EXERCISE INSTRUCTIONS: From the entries, copy every line that carries the string "BAKKEDRAGET".
(Beginning of STUDY MATERIAL)
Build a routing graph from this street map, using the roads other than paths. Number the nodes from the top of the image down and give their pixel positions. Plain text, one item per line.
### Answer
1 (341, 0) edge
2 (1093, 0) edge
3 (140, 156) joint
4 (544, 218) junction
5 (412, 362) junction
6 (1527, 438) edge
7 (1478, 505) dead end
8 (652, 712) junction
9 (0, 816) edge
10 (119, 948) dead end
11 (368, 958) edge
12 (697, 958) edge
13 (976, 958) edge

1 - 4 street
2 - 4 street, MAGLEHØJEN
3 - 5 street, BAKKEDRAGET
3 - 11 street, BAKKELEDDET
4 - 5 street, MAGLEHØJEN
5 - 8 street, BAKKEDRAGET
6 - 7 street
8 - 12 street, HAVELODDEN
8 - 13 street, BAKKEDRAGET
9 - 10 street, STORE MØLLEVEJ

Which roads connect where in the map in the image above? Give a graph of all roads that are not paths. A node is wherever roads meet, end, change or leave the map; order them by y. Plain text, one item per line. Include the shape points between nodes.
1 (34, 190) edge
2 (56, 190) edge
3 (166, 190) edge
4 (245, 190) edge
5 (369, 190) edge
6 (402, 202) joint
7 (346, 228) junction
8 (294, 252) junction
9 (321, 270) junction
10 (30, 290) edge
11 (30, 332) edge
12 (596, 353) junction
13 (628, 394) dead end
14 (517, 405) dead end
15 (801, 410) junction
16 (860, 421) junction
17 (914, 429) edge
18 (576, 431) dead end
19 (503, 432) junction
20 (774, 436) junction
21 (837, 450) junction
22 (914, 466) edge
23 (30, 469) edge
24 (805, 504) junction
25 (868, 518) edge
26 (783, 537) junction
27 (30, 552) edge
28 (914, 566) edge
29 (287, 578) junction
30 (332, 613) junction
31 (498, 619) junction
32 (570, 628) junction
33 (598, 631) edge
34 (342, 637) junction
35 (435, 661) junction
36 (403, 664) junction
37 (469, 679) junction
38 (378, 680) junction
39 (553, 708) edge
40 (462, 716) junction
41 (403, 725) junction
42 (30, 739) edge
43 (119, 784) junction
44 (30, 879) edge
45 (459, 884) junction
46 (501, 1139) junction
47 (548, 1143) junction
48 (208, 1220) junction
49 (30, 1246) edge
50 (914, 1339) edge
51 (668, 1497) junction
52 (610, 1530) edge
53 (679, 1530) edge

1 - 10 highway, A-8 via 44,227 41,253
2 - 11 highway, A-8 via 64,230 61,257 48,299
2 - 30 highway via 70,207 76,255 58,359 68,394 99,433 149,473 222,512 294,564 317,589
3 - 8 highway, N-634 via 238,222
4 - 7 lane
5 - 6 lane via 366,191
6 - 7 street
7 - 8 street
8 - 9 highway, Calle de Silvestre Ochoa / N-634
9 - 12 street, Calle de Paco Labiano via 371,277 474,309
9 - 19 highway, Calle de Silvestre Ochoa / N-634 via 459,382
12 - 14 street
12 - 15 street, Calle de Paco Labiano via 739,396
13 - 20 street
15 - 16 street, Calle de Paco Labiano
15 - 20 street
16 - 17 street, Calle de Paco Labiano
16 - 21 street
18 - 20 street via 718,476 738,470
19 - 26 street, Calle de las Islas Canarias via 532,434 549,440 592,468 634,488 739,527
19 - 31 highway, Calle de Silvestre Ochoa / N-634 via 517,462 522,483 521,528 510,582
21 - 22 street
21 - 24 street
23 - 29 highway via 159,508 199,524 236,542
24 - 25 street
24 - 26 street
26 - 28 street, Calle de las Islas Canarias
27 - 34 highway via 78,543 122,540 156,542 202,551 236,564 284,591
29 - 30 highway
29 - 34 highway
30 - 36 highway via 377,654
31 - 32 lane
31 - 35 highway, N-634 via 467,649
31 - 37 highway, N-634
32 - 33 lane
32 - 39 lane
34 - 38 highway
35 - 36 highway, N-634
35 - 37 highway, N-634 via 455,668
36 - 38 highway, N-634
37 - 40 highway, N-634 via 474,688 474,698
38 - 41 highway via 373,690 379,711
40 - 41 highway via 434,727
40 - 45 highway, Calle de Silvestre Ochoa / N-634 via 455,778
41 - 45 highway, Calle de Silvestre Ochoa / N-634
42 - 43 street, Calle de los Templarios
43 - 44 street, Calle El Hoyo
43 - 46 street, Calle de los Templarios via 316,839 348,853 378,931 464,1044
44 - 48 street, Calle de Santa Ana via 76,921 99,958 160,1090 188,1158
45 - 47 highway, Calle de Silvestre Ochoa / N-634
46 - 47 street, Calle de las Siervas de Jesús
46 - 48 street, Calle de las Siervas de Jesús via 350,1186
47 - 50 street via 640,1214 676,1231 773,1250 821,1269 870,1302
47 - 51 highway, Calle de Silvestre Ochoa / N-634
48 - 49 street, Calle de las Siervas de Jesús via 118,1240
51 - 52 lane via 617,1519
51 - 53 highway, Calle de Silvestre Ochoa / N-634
(End of STUDY MATERIAL)
WRITTEN SOLUTION:
3 - 5 street, BAKKEDRAGET
5 - 8 street, BAKKEDRAGET
8 - 13 street, BAKKEDRAGET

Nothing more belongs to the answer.